Medvedev used two appearances on the opening day of the World Economic Forum -- a keynote speech and a private meeting with investors -- to stress Russia's place among key world nations and its determination to build a modern economy.
Wearing a black tie, the Kremlin chief curtailed his visit to Davos to deal with the aftermath of Monday's suicide bombing at a Moscow airport but said he wanted to make the journey to the Swiss Alps to show the bombers they would not succeed in bringing Russia to its knees.
"All our efforts to rebuild and further develop the global economy will be in vain if we fail to defeat terrorism, extremism and intolerance," he said.
In a private meeting earlier with key investors, Medvedev -- who first came to Davos four years ago while still a presidential hopeful -- appealed for patience with Russia, saying the country needed time to build its institutions.
German Gref, the head of Russia's top bank, state-controlled Sberbank, said he thought Medvedev's key message to investors was that Russia's democracy was still very young.
"You should learn to wait," Gref said when paraphrasing Medvedev's key message to investors.
In his speech, Medvedev reminded the audience of CEOs that Russia would sell off over the next three years stakes worth tens of billions of dollars in leading banks, infrastructure and energy companies.
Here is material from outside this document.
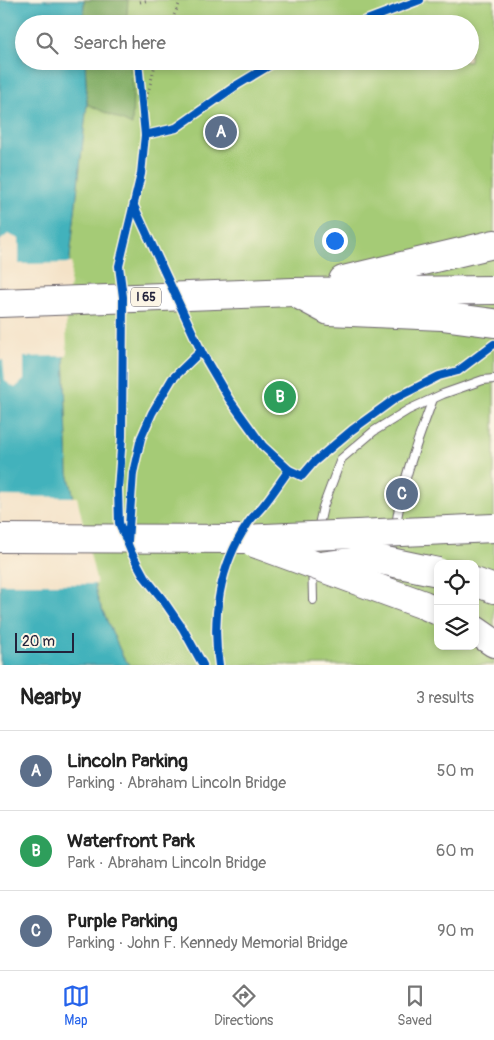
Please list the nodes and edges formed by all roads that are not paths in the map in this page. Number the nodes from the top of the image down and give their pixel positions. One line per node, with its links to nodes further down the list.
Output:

"The main goal is to make the companies themselves more efficient and improve the competitive environment for business in our country," the Russian president said.
He said the state would also encourage more partnerships in the energy sector, such as a recent $16 billion asset swap and Arctic development deal between Britain's BP (BP.L) and Kremlin-controlled oil firm Rosneft (ROSN.MM), and would refrain from raising taxes on the financial sector.
Medvedev, a keen computer buff, also showed a lighter side in his appearance on the stage at the Davos Forum.
Waving his iPad, he joked to delegates that he was often tempted when surfing the Internet early in the day to respond immediately via Twitter to incorrect reports or wrong assumptions about his country.
The Kremlin chief, whose government is not noted for its openness, also gave surprise backing in Davos to WikiLeaks.
"Despite the fact that in itself those were probably illegal activities in the view of some states, the effect of this affair appears to me very, very positive for international relations," Medvedev said.
WikiLeaks' publication of U.S. diplomatic cables painted an unflattering picture of Russia as a lawless, corrupt, mafia state and Medvedev as the junior partner begging approval from Russia's "alpha-dog ruler" Vladimir Putin, the prime minister.